I've asked this before in other places, and I'm now turning to you guys to see what sort of advice you can offer.
Some background: I'm a project manager at an offshore company. I’m in no way the best that’s out there. Most important (or so I believe) is that I am just as good as my team is. I've been at it for the last 3 years. I don't get to choose the people I work with (can't hire or fire people). We are using all sorts of methodologies (agile, scrum, waterfall, RUP, you-name-it). We are holding both weekly and milestone meetings in which we are trying to learn what went wrong/right.

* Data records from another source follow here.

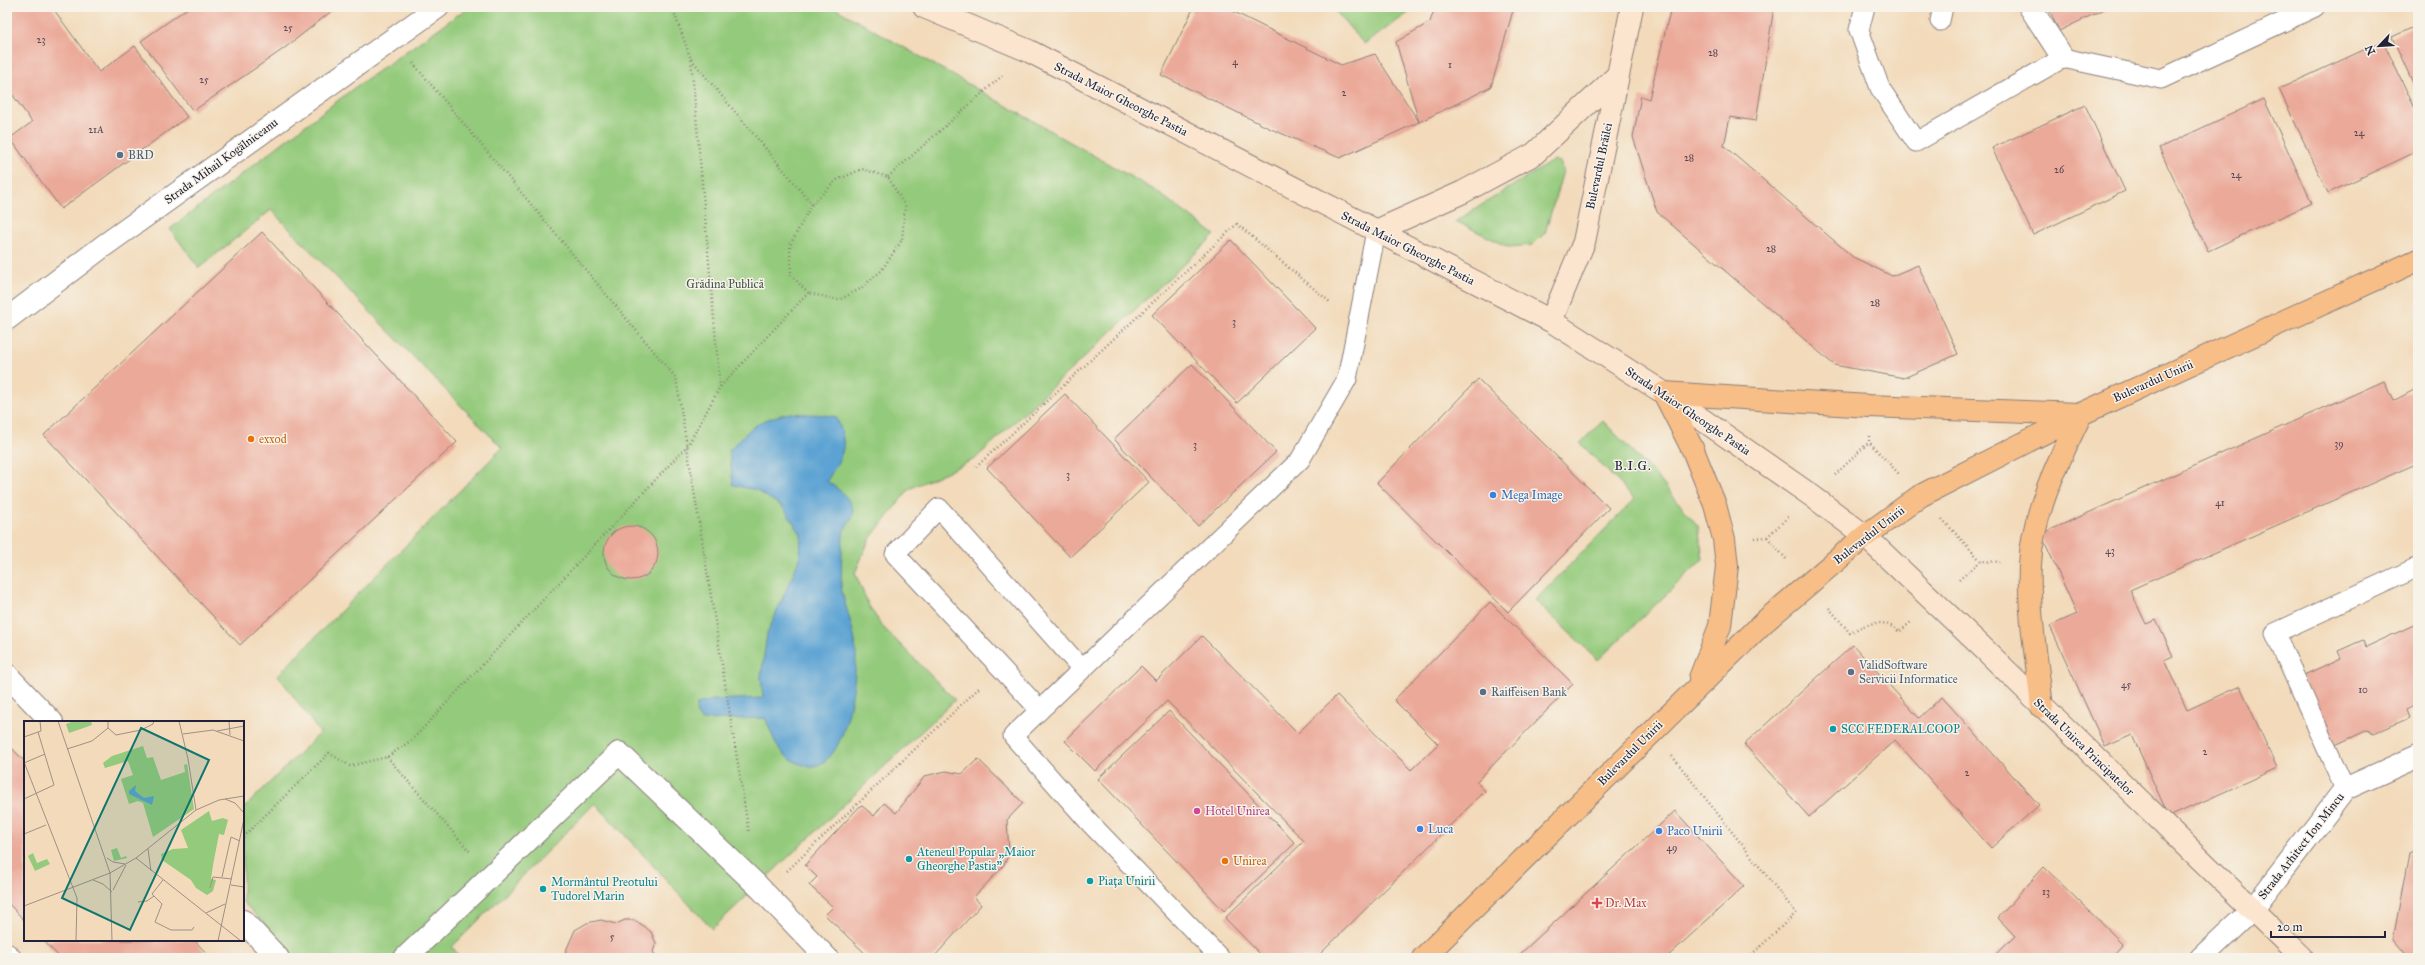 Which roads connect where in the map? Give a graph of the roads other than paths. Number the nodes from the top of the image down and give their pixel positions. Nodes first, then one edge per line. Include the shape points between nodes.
1 (438, 7) edge
2 (924, 7) edge
3 (1632, 7) edge
4 (1866, 7) edge
5 (2030, 7) edge
6 (2315, 7) edge
7 (2063, 58) junction
8 (1618, 75) junction
9 (1376, 231) junction
10 (2418, 260) edge
11 (7, 319) edge
12 (1551, 321) junction
13 (1664, 393) junction
14 (2081, 414) junction
15 (1865, 536) junction
16 (2418, 567) edge
17 (1082, 669) junction
18 (7, 675) edge
19 (1698, 685) junction
20 (2042, 707) junction
21 (1040, 710) junction
22 (51, 721) edge
23 (2418, 756) edge
24 (2345, 789) junction
25 (2252, 909) junction
26 (244, 922) edge
27 (7, 955) edge
28 (10, 958) edge
29 (278, 958) edge
30 (404, 958) edge
31 (827, 958) edge
32 (1220, 958) edge
33 (1423, 958) edge
34 (2201, 958) edge
35 (2302, 958) edge

1 - 11 street, Strada Mihail Kogălniceanu via 128,228
2 - 9 main road, Strada Maior Gheorghe Pastia via 1029,52
3 - 8 main road, Bulevardul Brăilei
4 - 7 lane via 1859,30 1880,88 1916,142
5 - 7 street
6 - 7 lane via 2161,79
8 - 9 main road via 1534,154 1463,192
8 - 12 main road, Bulevardul Brăilei via 1584,242
9 - 12 main road, Strada Maior Gheorghe Pastia
9 - 17 lane via 1347,379 1300,460
10 - 14 main road, Bulevardul Unirii
12 - 13 main road, Strada Maior Gheorghe Pastia
13 - 14 main road via 1869,406
13 - 15 main road, Strada Maior Gheorghe Pastia
13 - 19 main road via 1693,450 1715,505 1724,539 1727,566 1720,626
14 - 15 main road, Bulevardul Unirii via 1920,496
14 - 20 main road via 2060,458 2038,520 2030,564 2030,602
15 - 19 main road, Bulevardul Unirii via 1769,617
15 - 20 main road, Strada Unirea Principatelor
16 - 24 lane via 2275,633
17 - 21 lane
17 - 21 lane via 939,508 895,554
18 - 22 street
19 - 33 main road, Bulevardul Unirii
20 - 25 main road, Strada Unirea Principatelor
21 - 32 lane via 1013,736 1090,823
23 - 24 street, Strada Arhitect Ion Mincu
24 - 25 street, Strada Arhitect Ion Mincu
25 - 34 street, Strada Arhitect Ion Mincu
25 - 35 main road, Strada Unirea Principatelor
26 - 29 street
27 - 28 street
30 - 31 street via 619,753 761,890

So,this is not a question of motivation (my employer is paying them more than fair, they get full employment benefits, etc ), nor one of simply teaching them new skills. This is more about addressing a problem within the mind-set of the average developer.
I've worked with a lot of people both good and bad during the years. There were a few of them exceptional, but most of them were less-than average. Most of the times I'm usually confronted with guys that are getting stuck way to often, guys that are skipping solutions as they are not careful enough to see past their own coding mistakes and guys that are simply drifting away from the tasks to wherever their day-dream takes them. I was wondering if (and how) can they be determined to properly pay attention to their work, to be able to determine solutions and to unstuck themselves without me having to check on their work 24/7. I would really love to worry myself that I'm intervening in their work too much, that I'm always giving them the solution without letting them think. But at this point, I can't see this happening
Some ways I've been suggested to try so far are:
Make them read “Addison Wesley – Pragmatic Programmer” and "Clean Code: A Handbook of Agile Software Craftsmanship" – hold periodic meetings for each chapter and discuss what they have learned so far.
Hold some sort of "Quick&Great Code of the Week competition", using a new/unknown language for implementation – given that this would be a new language for everyone, this should give me/us an idea over who is missing what.
Get the rest of the management team to analyze "a great TED talk about motivation by Dan Pink" and see if we find anything that works for further motivating them.
So, I'm now wondering: is there anything else? would this approach work?
I'm also worried that even though I'll eventually set them on the right track, once the current project closes and the development team gets reassigned, they'll revert back to their old habits. How can I make the knowledge "stick" and prevent this from happening?